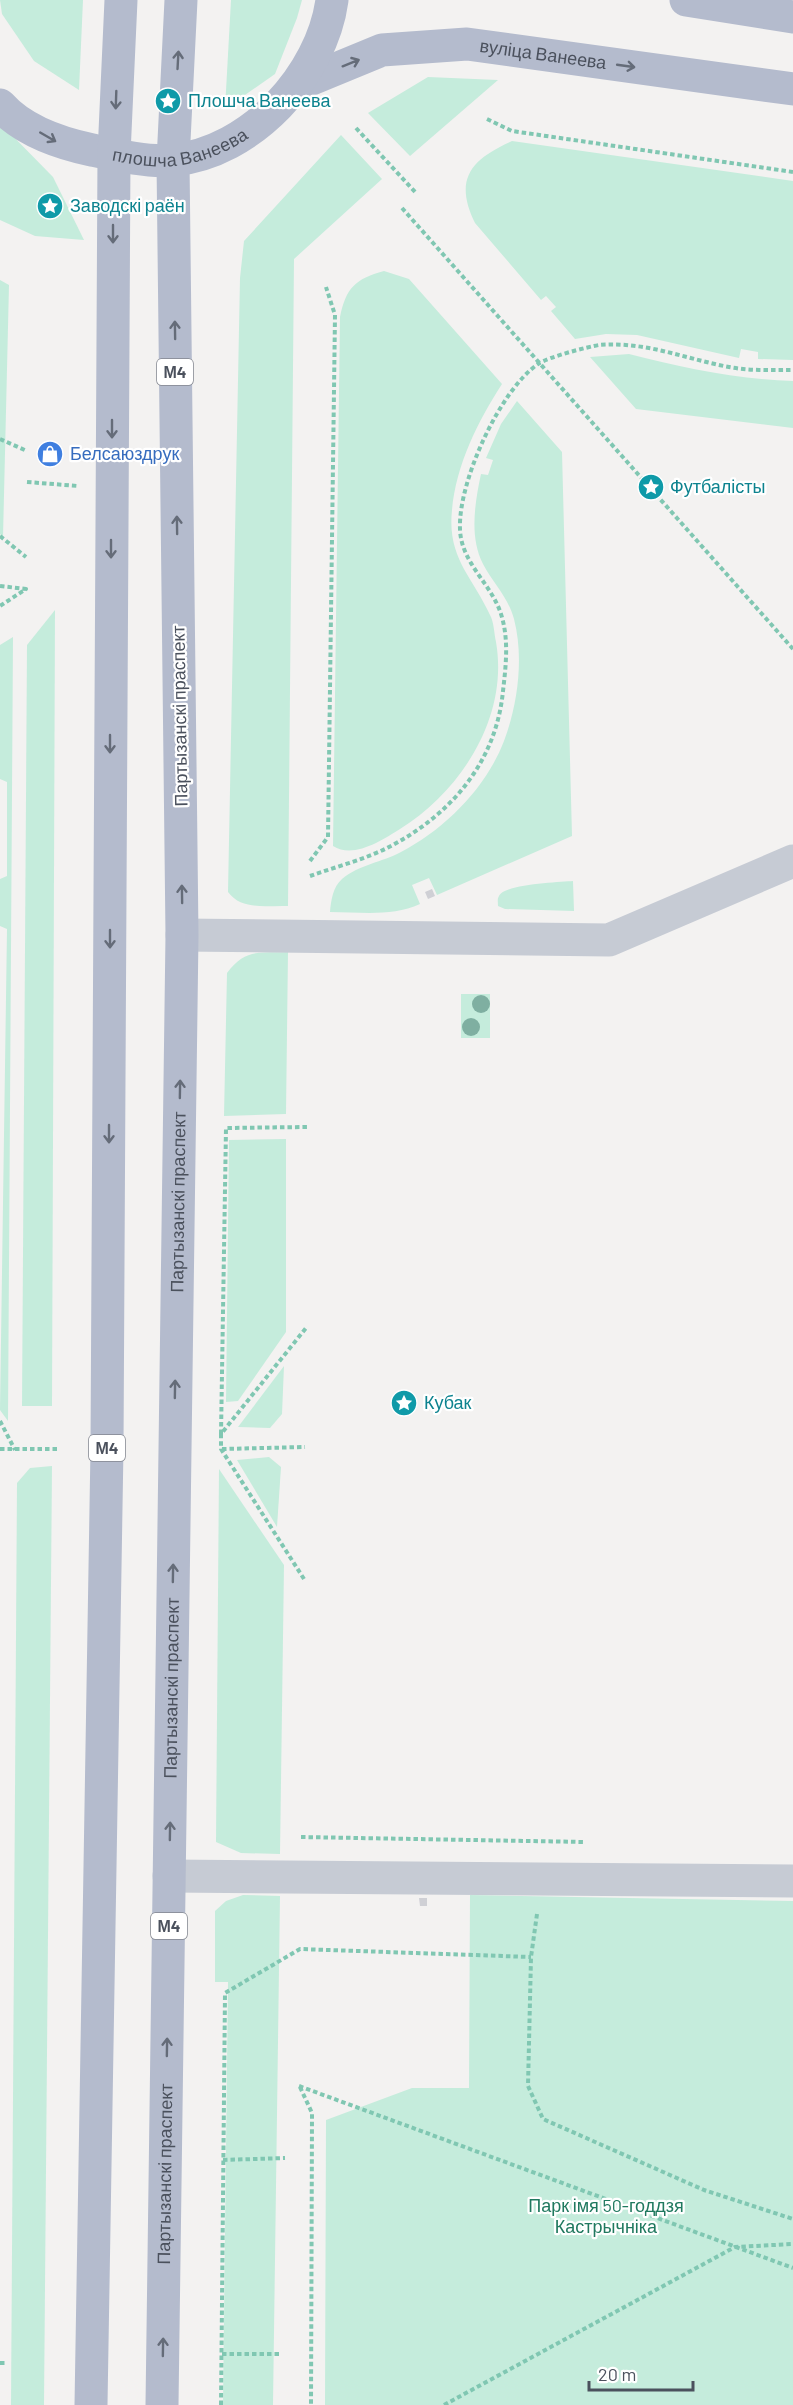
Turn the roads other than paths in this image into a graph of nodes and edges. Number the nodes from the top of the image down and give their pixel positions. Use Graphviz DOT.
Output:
graph roads {
  1 [pos="121,0"];
  2 [pos="181,0"];
  3 [pos="332,0"];
  4 [pos="686,0"];
  5 [pos="793,17"];
  6 [pos="297,86"];
  7 [pos="793,89"];
  8 [pos="0,105"];
  9 [pos="114,154"];
  10 [pos="172,160"];
  11 [pos="793,861"];
  12 [pos="182,935"];
  13 [pos="169,1876"];
  14 [pos="793,1881"];
  15 [pos="91,2405"];
  16 [pos="162,2405"];
  1 -- 9 [label="main road, М4, one-way"];
  10 -- 2 [label="main road, Партызанскі праспект / М4, one-way"];
  3 -- 6 [label="main road, плошча Ванеева"];
  4 -- 5 [label="main road"];
  6 -- 7 [label="main road, вуліца Ванеева, one-way"];
  6 -- 10 [label="main road, плошча Ванеева"];
  8 -- 9 [label="main road, плошча Ванеева, one-way"];
  9 -- 10 [label="main road, плошча Ванеева"];
  9 -- 15 [label="main road, М4, one-way"];
  12 -- 10 [label="main road, Партызанскі праспект / М4, one-way"];
  11 -- 12 [label="lane"];
  13 -- 12 [label="main road, Партызанскі праспект / М4, one-way"];
  13 -- 14 [label="lane"];
  16 -- 13 [label="main road, Партызанскі праспект / М4, one-way"];
}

**Task details:** Print the material above word for word, and keep the pictures out of it.

**Finished exercise:**
Turn the roads other than paths in this image into a graph of nodes and edges. Number the nodes from the top of the image down and give their pixel positions. Use Graphviz DOT.
Output:
graph roads {
  1 [pos="121,0"];
  2 [pos="181,0"];
  3 [pos="332,0"];
  4 [pos="686,0"];
  5 [pos="793,17"];
  6 [pos="297,86"];
  7 [pos="793,89"];
  8 [pos="0,105"];
  9 [pos="114,154"];
  10 [pos="172,160"];
  11 [pos="793,861"];
  12 [pos="182,935"];
  13 [pos="169,1876"];
  14 [pos="793,1881"];
  15 [pos="91,2405"];
  16 [pos="162,2405"];
  1 -- 9 [label="main road, М4, one-way"];
  10 -- 2 [label="main road, Партызанскі праспект / М4, one-way"];
  3 -- 6 [label="main road, плошча Ванеева"];
  4 -- 5 [label="main road"];
  6 -- 7 [label="main road, вуліца Ванеева, one-way"];
  6 -- 10 [label="main road, плошча Ванеева"];
  8 -- 9 [label="main road, плошча Ванеева, one-way"];
  9 -- 10 [label="main road, плошча Ванеева"];
  9 -- 15 [label="main road, М4, one-way"];
  12 -- 10 [label="main road, Партызанскі праспект / М4, one-way"];
  11 -- 12 [label="lane"];
  13 -- 12 [label="main road, Партызанскі праспект / М4, one-way"];
  13 -- 14 [label="lane"];
  16 -- 13 [label="main road, Партызанскі праспект / М4, one-way"];
}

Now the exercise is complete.